## [Aim of the exercise]
In the records below, some lines contain "سلطان"; state the number of such lines and nothing else.

## [Available records]
┌──

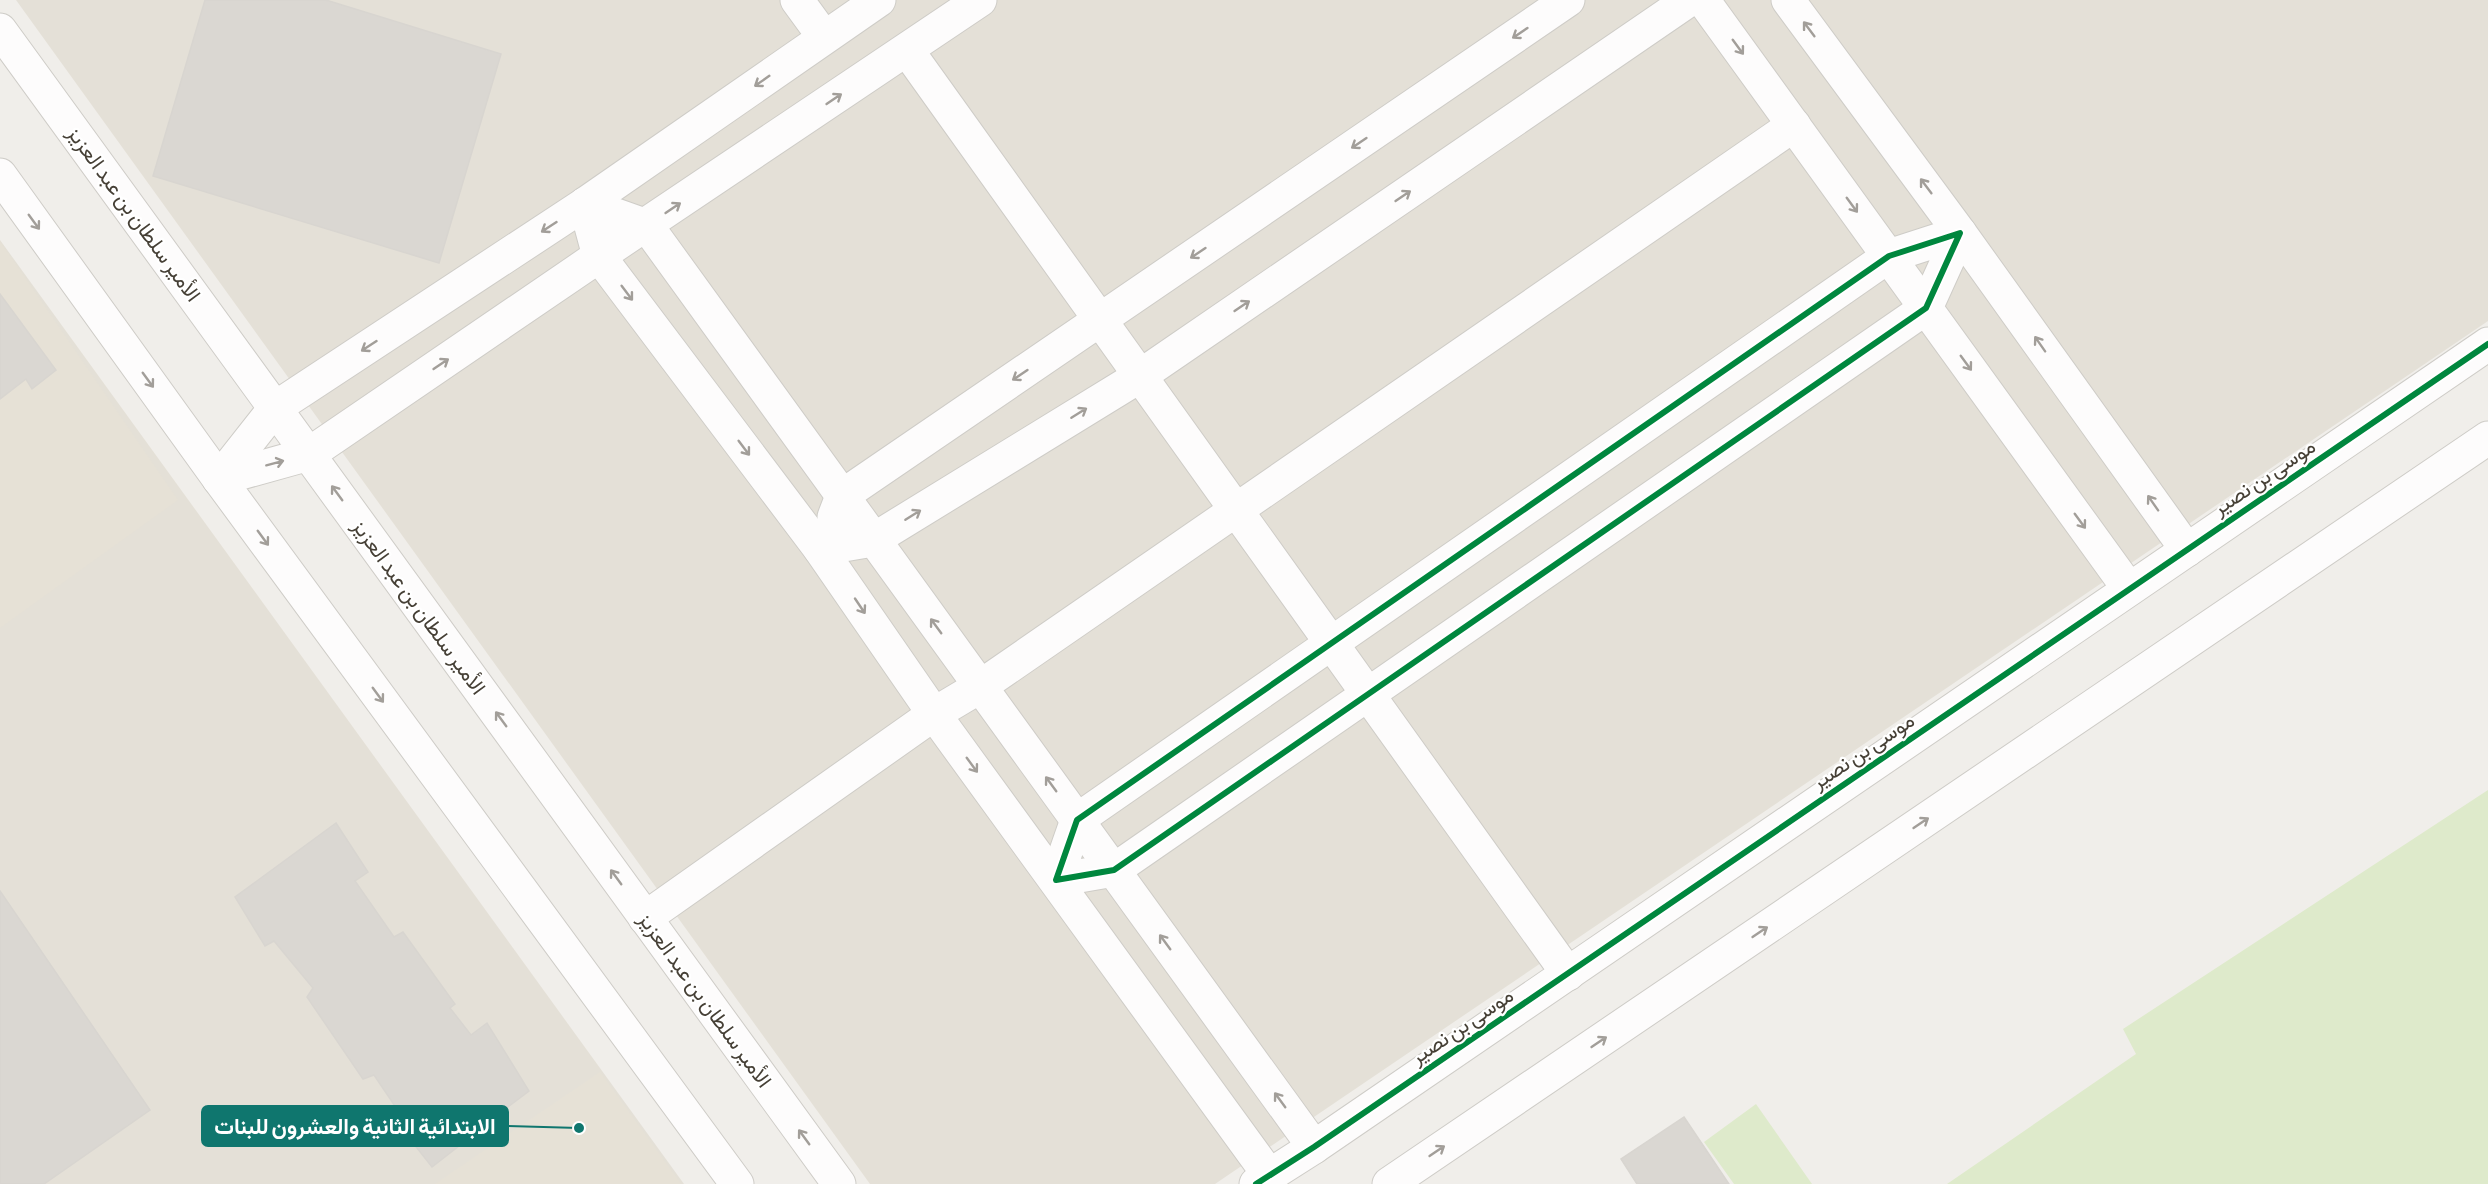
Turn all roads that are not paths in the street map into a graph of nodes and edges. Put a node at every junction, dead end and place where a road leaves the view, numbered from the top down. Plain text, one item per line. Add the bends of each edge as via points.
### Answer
1 (797, 0) edge
2 (879, 0) edge
3 (980, 0) edge
4 (1568, 0) edge
5 (1689, 0) edge
6 (1703, 0) edge
7 (1788, 0) edge
8 (0, 30) edge
9 (824, 38) junction
10 (907, 50) junction
11 (1794, 125) junction
12 (0, 175) edge
13 (585, 204) junction
14 (646, 226) junction
15 (1960, 233) junction
16 (598, 256) junction
17 (1889, 256) junction
18 (1926, 308) junction
19 (1100, 320) junction
20 (2488, 344) edge
21 (1140, 376) junction
22 (275, 408) junction
23 (2488, 438) edge
24 (309, 454) junction
25 (219, 479) junction
26 (843, 496) junction
27 (1236, 510) junction
28 (873, 540) junction
29 (820, 549) junction
30 (2187, 550) junction
31 (2129, 589) junction
32 (1332, 643) junction
33 (981, 686) junction
34 (1368, 694) junction
35 (934, 714) junction
36 (1077, 820) junction
37 (1114, 870) junction
38 (1056, 880) junction
39 (645, 918) junction
40 (1568, 974) junction
41 (1314, 1147) junction
42 (1262, 1179) edge
43 (737, 1184) edge
44 (839, 1184) edge
45 (1389, 1184) edge

1 - 9 street
2 - 9 street
3 - 10 street
4 -> 19 street
21 -> 5 street
6 -> 11 street
15 -> 7 street
8 - 22 street, الأمير سلطان بن عبد العزيز
9 -> 13 street
14 -> 10 street
10 - 19 street
11 -> 17 street
11 - 27 street
12 -> 25 street
13 - 14 street
13 - 16 street
13 -> 22 street
14 - 16 street
14 - 26 street
15 - 17 street
15 - 18 street
30 -> 15 street
24 -> 16 street
16 -> 29 street
17 - 18 street
17 - 32 street
18 -> 31 street
18 - 34 street
19 - 21 street
19 -> 26 street
20 - 30 street, موسى بن نصير
21 - 27 street
28 -> 21 street
22 - 24 street, الأمير سلطان بن عبد العزيز
22 - 25 street
45 -> 23 street
25 -> 24 street
39 -> 24 street, الأمير سلطان بن عبد العزيز
25 -> 43 street
26 - 28 street
26 - 29 street
27 - 32 street
27 - 33 street
28 - 29 street
33 -> 28 street
29 -> 35 street
30 - 31 street, موسى بن نصير
31 - 40 street, موسى بن نصير
32 - 34 street
32 - 36 street
33 - 35 street
36 -> 33 street
34 - 37 street
34 - 40 street
35 -> 38 street
35 - 39 street
36 - 37 street
36 - 38 street
37 - 38 street
41 -> 37 street
38 - 42 street
44 -> 39 street, الأمير سلطان بن عبد العزيز
40 - 41 street, موسى بن نصير
41 - 42 street, موسى بن نصير

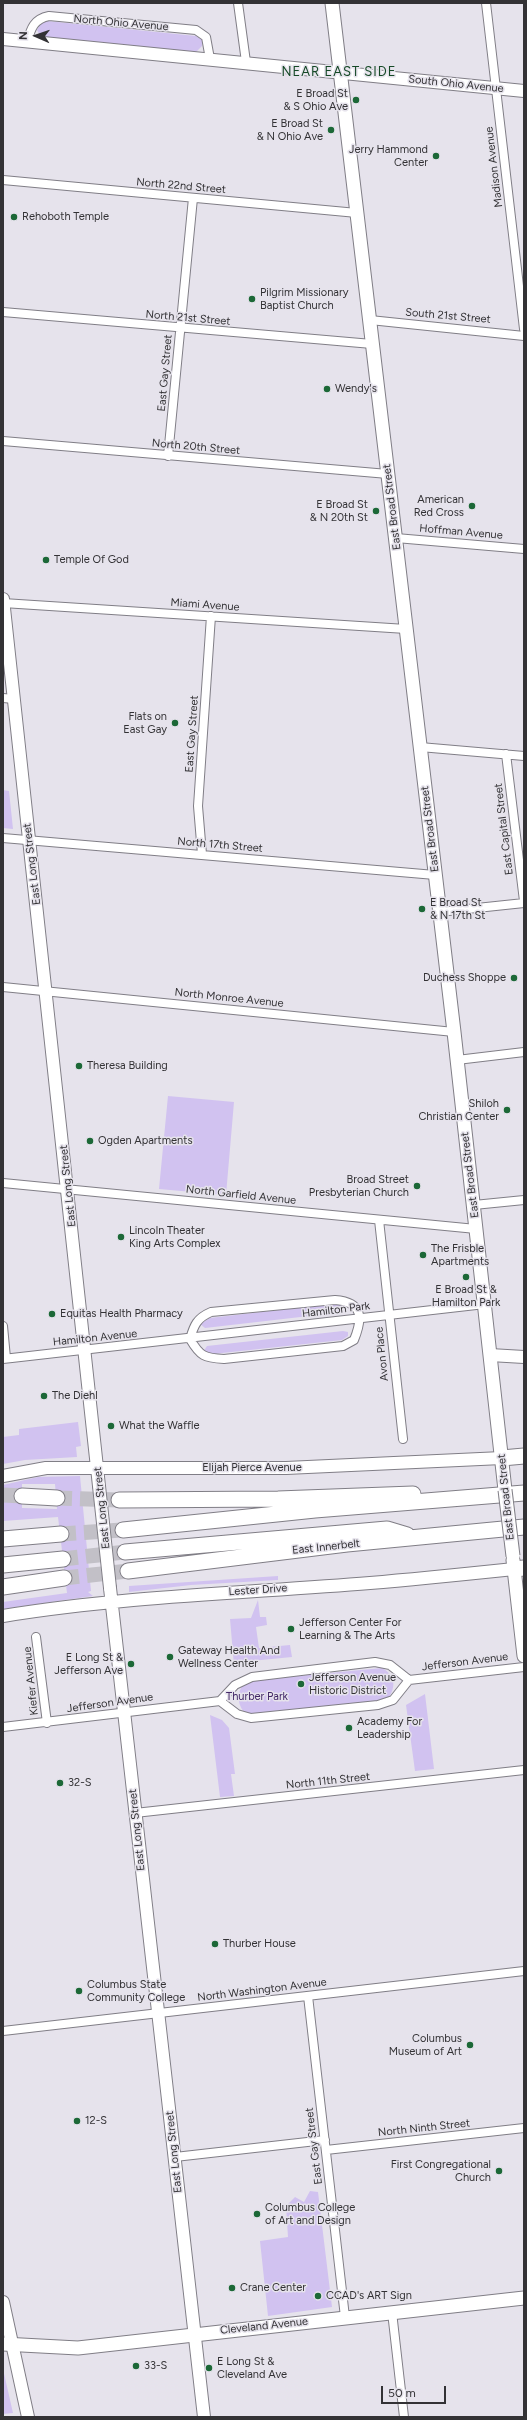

└──

## [Result of the exercise]
4